Dataset records
■ ■ ■
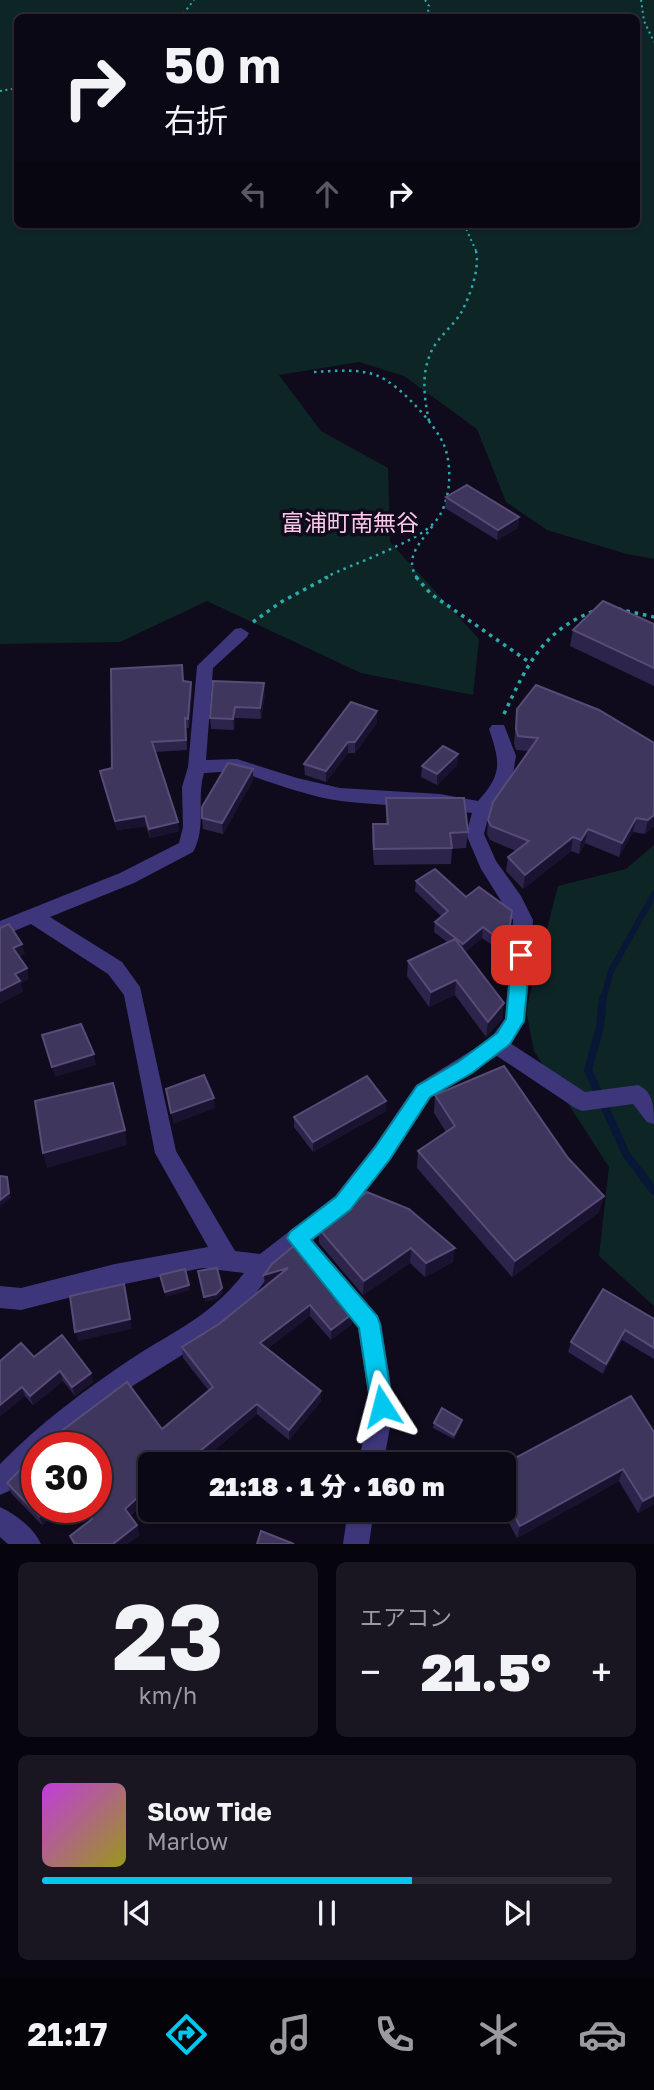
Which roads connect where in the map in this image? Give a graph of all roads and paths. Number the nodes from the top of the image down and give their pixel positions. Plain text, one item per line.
1 (194, 0) edge
2 (641, 0) edge
3 (183, 14) edge
4 (654, 42) edge
5 (466, 228) edge
6 (314, 372) dead end
7 (429, 423) junction
8 (435, 523) junction
9 (654, 617) edge
10 (241, 633) joint
11 (528, 662) junction
12 (498, 729) joint
13 (197, 767) junction
14 (482, 808) junction
15 (33, 916) junction
16 (0, 929) edge
17 (497, 1045) junction
18 (654, 1115) edge
19 (297, 1238) junction
20 (229, 1261) junction
21 (263, 1265) junction
22 (0, 1297) edge
23 (373, 1452) edge
24 (0, 1482) edge
25 (0, 1520) edge
26 (359, 1522) edge
27 (28, 1544) edge
28 (356, 1544) edge

1 - 3 path
2 - 4 path
5 - 7 path
6 - 7 path
7 - 8 path
8 - 10 path
8 - 11 path
9 - 11 path
10 - 13 street
11 - 12 path
12 - 14 street
13 - 14 street
13 - 15 street
14 - 17 street
15 - 16 street
15 - 20 street
17 - 18 street
17 - 19 street
19 - 21 street
19 - 23 street
20 - 21 street
20 - 22 street
21 - 24 street
25 - 27 street
26 - 28 street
■ ■ ■
- **TASK BRIEF**
Omit all pictures while transcribing the entries verbatim.

- **ANSWER TO THIS TASK**
Which roads connect where in the map in this image? Give a graph of all roads and paths. Number the nodes from the top of the image down and give their pixel positions. Plain text, one item per line.
1 (194, 0) edge
2 (641, 0) edge
3 (183, 14) edge
4 (654, 42) edge
5 (466, 228) edge
6 (314, 372) dead end
7 (429, 423) junction
8 (435, 523) junction
9 (654, 617) edge
10 (241, 633) joint
11 (528, 662) junction
12 (498, 729) joint
13 (197, 767) junction
14 (482, 808) junction
15 (33, 916) junction
16 (0, 929) edge
17 (497, 1045) junction
18 (654, 1115) edge
19 (297, 1238) junction
20 (229, 1261) junction
21 (263, 1265) junction
22 (0, 1297) edge
23 (373, 1452) edge
24 (0, 1482) edge
25 (0, 1520) edge
26 (359, 1522) edge
27 (28, 1544) edge
28 (356, 1544) edge

1 - 3 path
2 - 4 path
5 - 7 path
6 - 7 path
7 - 8 path
8 - 10 path
8 - 11 path
9 - 11 path
10 - 13 street
11 - 12 path
12 - 14 street
13 - 14 street
13 - 15 street
14 - 17 street
15 - 16 street
15 - 20 street
17 - 18 street
17 - 19 street
19 - 21 street
19 - 23 street
20 - 21 street
20 - 22 street
21 - 24 street
25 - 27 street
26 - 28 street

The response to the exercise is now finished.